### What is expected
Only lines holding the word "Bongiorno" are needed; copy each of them from the material.

- - -

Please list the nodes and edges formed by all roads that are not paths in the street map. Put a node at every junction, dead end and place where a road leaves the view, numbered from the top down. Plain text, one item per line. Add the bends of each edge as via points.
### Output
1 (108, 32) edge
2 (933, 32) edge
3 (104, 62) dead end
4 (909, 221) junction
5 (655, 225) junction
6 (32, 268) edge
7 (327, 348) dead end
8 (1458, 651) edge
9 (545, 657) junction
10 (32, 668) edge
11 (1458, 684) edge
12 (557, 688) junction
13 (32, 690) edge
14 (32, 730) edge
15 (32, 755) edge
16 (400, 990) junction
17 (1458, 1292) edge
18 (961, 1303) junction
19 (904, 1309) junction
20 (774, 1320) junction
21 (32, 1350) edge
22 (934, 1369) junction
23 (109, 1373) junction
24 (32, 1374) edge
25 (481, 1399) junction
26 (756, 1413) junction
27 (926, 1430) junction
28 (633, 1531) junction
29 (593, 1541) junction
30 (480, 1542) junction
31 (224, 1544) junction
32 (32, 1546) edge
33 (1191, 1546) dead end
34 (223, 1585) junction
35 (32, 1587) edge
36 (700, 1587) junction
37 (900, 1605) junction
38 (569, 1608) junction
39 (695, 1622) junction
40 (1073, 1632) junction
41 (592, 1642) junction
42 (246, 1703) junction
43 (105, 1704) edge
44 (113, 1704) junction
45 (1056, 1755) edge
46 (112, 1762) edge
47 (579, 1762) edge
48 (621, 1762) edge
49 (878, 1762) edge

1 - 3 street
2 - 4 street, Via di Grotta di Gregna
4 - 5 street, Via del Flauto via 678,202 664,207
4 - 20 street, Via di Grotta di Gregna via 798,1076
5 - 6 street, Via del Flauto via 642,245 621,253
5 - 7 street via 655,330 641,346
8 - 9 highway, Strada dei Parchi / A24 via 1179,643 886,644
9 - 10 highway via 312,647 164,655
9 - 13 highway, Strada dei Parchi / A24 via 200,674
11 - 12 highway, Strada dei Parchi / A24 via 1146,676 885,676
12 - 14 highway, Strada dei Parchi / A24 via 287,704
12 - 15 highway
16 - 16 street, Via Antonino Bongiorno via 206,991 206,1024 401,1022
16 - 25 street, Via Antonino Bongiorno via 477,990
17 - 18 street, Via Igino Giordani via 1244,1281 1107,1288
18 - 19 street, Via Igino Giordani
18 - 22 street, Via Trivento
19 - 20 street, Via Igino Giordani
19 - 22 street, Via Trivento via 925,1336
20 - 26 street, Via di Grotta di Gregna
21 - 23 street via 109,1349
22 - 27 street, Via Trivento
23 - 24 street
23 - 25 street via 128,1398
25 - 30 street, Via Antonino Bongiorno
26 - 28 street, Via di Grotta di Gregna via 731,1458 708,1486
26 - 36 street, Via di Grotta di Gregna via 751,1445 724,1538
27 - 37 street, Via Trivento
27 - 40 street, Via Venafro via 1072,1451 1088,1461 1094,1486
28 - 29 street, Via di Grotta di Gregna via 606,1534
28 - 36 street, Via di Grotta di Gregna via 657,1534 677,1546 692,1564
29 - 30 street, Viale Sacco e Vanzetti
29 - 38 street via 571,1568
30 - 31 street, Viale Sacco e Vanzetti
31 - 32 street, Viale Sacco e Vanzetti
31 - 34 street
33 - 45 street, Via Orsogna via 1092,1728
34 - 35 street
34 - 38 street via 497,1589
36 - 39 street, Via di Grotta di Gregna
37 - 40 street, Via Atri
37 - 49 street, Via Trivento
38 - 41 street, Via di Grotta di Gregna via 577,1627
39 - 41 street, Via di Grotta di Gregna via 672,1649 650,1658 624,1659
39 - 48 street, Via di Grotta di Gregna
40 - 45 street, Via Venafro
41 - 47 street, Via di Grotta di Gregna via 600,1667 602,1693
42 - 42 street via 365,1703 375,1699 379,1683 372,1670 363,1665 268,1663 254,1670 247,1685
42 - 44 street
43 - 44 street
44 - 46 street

- - -

### Written response
16 - 16 street, Via Antonino Bongiorno via 206,991 206,1024 401,1022
16 - 25 street, Via Antonino Bongiorno via 477,990
25 - 30 street, Via Antonino Bongiorno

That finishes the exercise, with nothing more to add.